For most real code, the built-in Array.prototype.flat(Infinity) does this job — but writing it by hand is the clearest way to internalise how recursion descends through structure.

An iterative alternative with an explicit stack

When you need recursion’s behaviour but can’t risk overflowing the call stack, simulate it with an explicit array used as a stack. This keeps the depth-first logic while bounding memory to the heap.

function sumTreeIterative(root) {
  let total = 0;
  const stack = [root];
  while (stack.length > 0) {
    const node = stack.pop();
    if (!node) continue;
    total += node.value;
    stack.push(...node.children);
  }
  return total;
}

console.log(sumTreeIterative(tree));

Output:

10

Warning: Recursion that depends on user-supplied depth (parsing untrusted JSON, walking a directory the user picked) can be a denial-of-service vector.
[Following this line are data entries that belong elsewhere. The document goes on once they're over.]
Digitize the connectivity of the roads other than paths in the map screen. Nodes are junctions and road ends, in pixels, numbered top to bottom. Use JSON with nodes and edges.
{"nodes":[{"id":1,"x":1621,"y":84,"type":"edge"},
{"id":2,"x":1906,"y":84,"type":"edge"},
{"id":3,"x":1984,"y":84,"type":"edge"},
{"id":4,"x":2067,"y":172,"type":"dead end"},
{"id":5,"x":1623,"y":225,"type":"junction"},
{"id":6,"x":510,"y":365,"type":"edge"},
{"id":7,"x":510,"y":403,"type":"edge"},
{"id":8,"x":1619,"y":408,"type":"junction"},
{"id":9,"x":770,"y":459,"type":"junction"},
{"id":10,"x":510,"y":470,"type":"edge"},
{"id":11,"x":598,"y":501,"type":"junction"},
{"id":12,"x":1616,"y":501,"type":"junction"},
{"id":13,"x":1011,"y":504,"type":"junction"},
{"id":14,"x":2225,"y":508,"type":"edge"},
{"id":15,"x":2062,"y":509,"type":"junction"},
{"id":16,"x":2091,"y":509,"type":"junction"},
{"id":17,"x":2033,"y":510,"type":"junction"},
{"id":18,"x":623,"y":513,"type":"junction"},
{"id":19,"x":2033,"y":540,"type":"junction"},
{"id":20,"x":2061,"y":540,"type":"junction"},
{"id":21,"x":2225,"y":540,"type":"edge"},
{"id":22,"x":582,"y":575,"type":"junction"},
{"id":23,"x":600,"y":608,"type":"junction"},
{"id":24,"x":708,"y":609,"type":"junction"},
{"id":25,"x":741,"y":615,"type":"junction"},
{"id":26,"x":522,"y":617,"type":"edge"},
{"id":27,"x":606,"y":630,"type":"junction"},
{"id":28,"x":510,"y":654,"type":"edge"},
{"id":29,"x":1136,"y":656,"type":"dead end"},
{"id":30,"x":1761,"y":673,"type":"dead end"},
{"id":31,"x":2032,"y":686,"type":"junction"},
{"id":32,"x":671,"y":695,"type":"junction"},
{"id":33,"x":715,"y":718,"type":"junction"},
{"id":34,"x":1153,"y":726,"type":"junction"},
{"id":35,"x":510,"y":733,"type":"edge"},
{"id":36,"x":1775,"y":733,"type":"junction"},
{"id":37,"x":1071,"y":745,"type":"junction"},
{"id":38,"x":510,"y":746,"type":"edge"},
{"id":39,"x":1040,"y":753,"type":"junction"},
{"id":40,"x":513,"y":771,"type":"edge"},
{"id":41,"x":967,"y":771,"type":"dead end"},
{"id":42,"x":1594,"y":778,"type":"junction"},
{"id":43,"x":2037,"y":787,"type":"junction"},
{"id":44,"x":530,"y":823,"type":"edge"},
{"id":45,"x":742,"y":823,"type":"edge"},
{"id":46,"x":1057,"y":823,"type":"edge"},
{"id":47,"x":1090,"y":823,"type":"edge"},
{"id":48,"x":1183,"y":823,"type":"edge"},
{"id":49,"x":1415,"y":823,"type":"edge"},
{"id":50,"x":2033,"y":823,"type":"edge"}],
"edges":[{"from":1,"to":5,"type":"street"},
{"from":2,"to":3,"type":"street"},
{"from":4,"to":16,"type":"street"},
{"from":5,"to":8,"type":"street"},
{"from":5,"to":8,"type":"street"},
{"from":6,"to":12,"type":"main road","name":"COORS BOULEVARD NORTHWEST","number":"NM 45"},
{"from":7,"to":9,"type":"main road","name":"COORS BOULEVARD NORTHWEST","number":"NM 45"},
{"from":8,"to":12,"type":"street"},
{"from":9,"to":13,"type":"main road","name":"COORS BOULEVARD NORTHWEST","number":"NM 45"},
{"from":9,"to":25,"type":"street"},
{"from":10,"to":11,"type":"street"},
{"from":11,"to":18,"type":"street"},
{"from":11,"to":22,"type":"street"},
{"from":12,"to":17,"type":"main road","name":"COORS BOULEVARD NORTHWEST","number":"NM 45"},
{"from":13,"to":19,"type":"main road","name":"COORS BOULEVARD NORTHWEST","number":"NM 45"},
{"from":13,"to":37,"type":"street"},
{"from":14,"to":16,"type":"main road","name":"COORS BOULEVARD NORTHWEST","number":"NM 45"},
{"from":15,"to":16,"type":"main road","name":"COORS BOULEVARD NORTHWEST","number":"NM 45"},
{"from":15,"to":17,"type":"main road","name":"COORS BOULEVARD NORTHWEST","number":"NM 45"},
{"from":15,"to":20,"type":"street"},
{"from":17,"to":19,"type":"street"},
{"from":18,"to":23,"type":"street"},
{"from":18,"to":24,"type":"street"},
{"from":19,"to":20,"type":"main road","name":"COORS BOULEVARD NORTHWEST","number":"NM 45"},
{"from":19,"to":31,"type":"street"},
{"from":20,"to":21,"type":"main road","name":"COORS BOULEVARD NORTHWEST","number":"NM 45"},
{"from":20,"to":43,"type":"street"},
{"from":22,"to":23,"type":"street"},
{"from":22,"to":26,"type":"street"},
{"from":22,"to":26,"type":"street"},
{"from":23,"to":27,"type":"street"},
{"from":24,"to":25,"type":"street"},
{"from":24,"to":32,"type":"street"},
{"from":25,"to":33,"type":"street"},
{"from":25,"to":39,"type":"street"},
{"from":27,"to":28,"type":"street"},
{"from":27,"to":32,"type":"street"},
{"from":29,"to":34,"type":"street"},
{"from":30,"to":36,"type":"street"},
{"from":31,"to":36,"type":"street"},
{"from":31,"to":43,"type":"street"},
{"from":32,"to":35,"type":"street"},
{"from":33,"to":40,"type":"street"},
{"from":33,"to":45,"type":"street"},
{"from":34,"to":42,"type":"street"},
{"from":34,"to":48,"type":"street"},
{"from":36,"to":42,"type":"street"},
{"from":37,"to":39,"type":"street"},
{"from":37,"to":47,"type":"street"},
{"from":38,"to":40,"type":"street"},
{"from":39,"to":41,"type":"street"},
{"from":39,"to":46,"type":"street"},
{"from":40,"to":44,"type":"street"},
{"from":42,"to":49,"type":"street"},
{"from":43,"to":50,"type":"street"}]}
Prefer an explicit-stack version or impose a depth limit.

Best Practices

  • Write the base case first, and make sure every recursive path provably reaches it.
  • Ensure each recursive call works on a strictly smaller input so the problem shrinks.
  • Reserve recursion for naturally nested or self-similar data; use loops for flat sequences.
  • Don’t rely on tail-call optimisation — it isn’t dependable across JavaScript engines.
  • For deep or untrusted input, switch to an iterative version with an explicit stack.
  • Memoise overlapping subproblems (e.g. naive Fibonacci) to avoid exponential blow-up.
  • Keep recursive functions pure where possible; passing accumulators as parameters is cleaner than mutating outer state.